<<<<

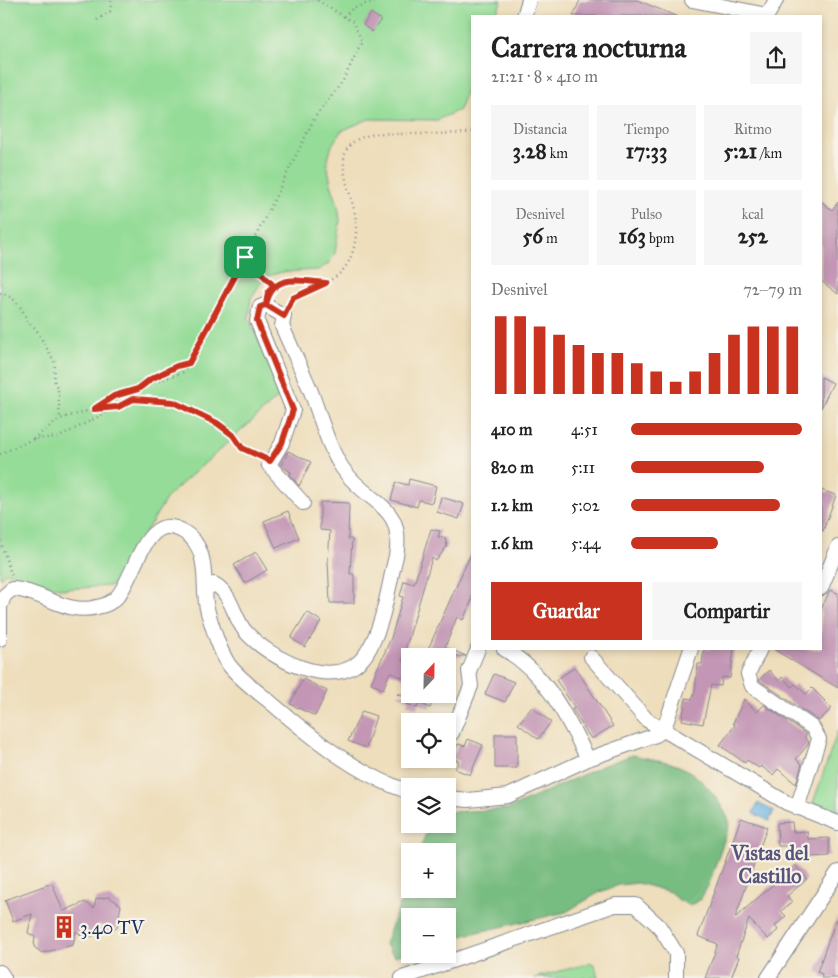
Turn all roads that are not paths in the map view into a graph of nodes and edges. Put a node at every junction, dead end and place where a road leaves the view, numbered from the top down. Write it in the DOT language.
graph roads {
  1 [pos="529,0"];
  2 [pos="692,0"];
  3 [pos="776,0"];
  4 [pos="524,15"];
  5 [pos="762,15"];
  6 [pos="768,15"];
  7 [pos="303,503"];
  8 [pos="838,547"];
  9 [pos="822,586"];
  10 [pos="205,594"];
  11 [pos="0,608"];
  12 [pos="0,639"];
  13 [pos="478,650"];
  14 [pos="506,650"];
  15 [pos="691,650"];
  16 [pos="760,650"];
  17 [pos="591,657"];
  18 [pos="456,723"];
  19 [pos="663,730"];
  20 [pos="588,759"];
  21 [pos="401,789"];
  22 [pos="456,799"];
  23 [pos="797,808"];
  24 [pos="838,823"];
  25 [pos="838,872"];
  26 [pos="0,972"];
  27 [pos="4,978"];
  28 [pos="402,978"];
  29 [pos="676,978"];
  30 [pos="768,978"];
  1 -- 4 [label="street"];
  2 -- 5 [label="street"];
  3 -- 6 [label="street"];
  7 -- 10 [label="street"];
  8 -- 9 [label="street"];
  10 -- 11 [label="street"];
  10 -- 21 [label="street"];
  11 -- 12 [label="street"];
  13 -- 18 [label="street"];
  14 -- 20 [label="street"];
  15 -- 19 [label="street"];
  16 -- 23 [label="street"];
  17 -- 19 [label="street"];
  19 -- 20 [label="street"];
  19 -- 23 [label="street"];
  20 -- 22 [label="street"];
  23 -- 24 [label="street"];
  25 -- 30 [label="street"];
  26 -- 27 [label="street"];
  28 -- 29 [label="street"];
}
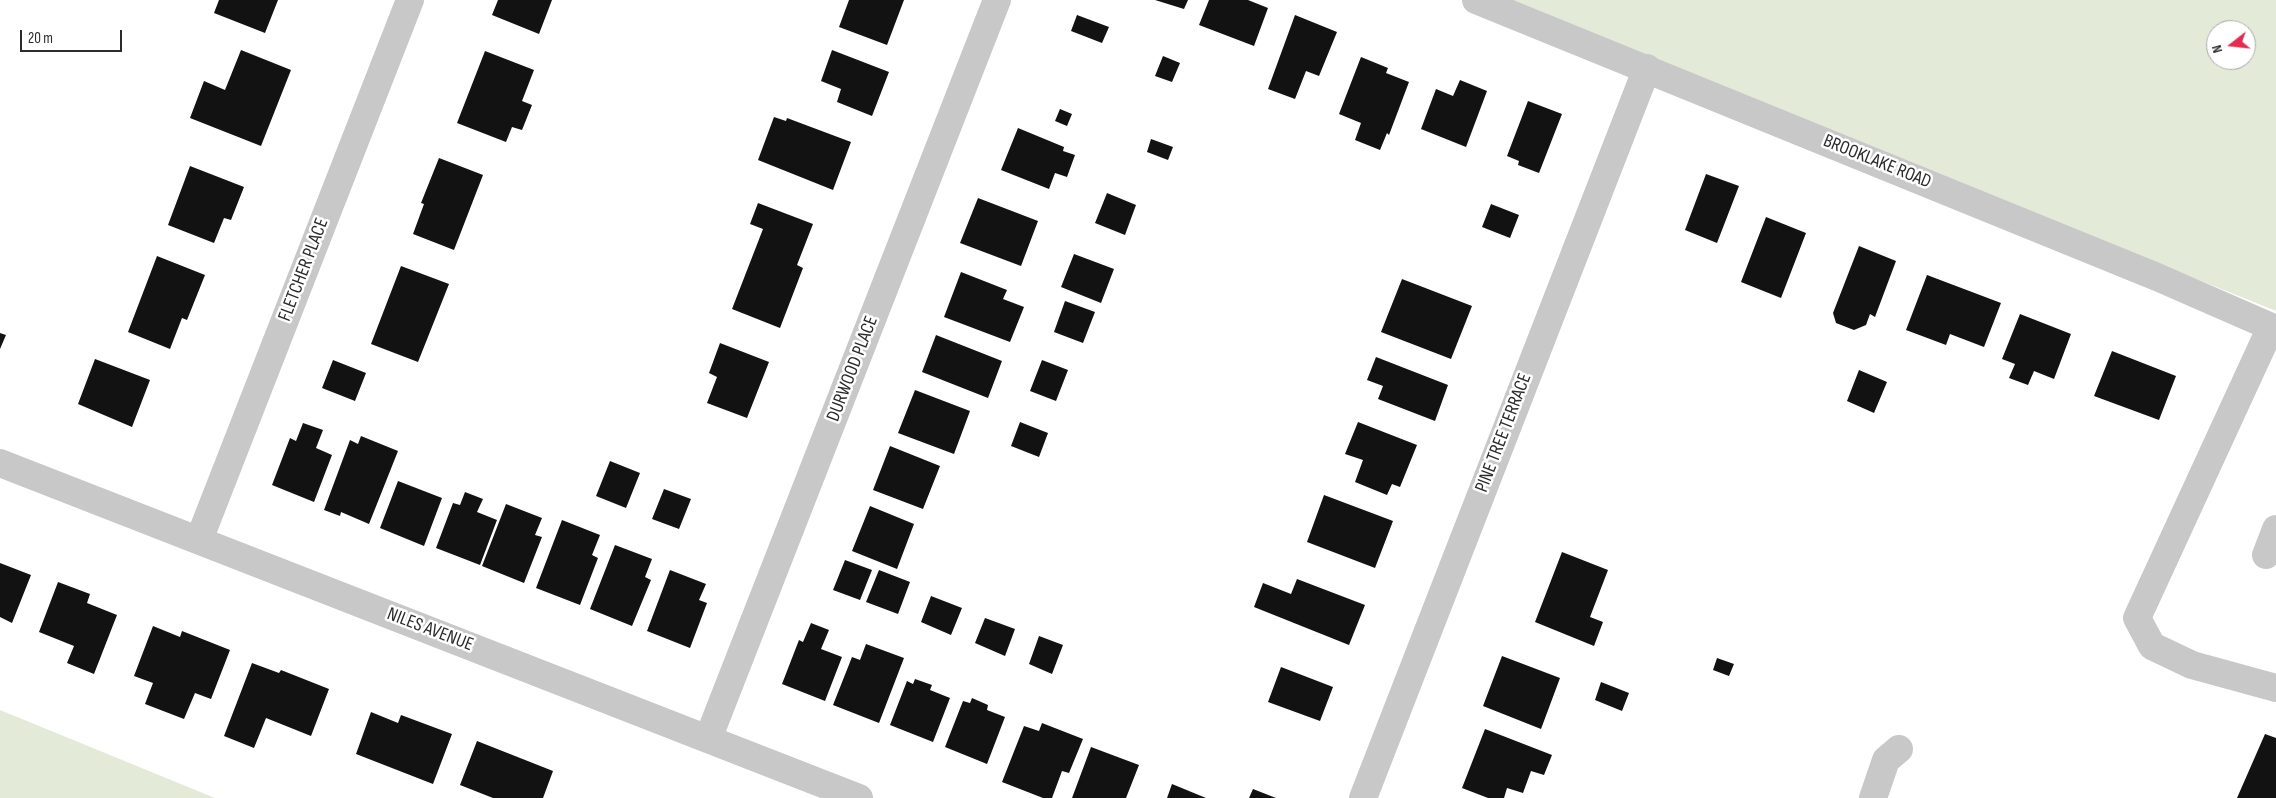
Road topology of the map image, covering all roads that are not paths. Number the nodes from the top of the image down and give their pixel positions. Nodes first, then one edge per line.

>>>>

PROBLEM TO SOLVE: Omit the pictures, then output every record exactly as given.

EXERCISE RESULT:
Turn all roads that are not paths in the map view into a graph of nodes and edges. Put a node at every junction, dead end and place where a road leaves the view, numbered from the top down. Write it in the DOT language.
graph roads {
  1 [pos="529,0"];
  2 [pos="692,0"];
  3 [pos="776,0"];
  4 [pos="524,15"];
  5 [pos="762,15"];
  6 [pos="768,15"];
  7 [pos="303,503"];
  8 [pos="838,547"];
  9 [pos="822,586"];
  10 [pos="205,594"];
  11 [pos="0,608"];
  12 [pos="0,639"];
  13 [pos="478,650"];
  14 [pos="506,650"];
  15 [pos="691,650"];
  16 [pos="760,650"];
  17 [pos="591,657"];
  18 [pos="456,723"];
  19 [pos="663,730"];
  20 [pos="588,759"];
  21 [pos="401,789"];
  22 [pos="456,799"];
  23 [pos="797,808"];
  24 [pos="838,823"];
  25 [pos="838,872"];
  26 [pos="0,972"];
  27 [pos="4,978"];
  28 [pos="402,978"];
  29 [pos="676,978"];
  30 [pos="768,978"];
  1 -- 4 [label="street"];
  2 -- 5 [label="street"];
  3 -- 6 [label="street"];
  7 -- 10 [label="street"];
  8 -- 9 [label="street"];
  10 -- 11 [label="street"];
  10 -- 21 [label="street"];
  11 -- 12 [label="street"];
  13 -- 18 [label="street"];
  14 -- 20 [label="street"];
  15 -- 19 [label="street"];
  16 -- 23 [label="street"];
  17 -- 19 [label="street"];
  19 -- 20 [label="street"];
  19 -- 23 [label="street"];
  20 -- 22 [label="street"];
  23 -- 24 [label="street"];
  25 -- 30 [label="street"];
  26 -- 27 [label="street"];
  28 -- 29 [label="street"];
}
Road topology of the map image, covering all roads that are not paths. Number the nodes from the top of the image down and give their pixel positions. Nodes first, then one edge per line.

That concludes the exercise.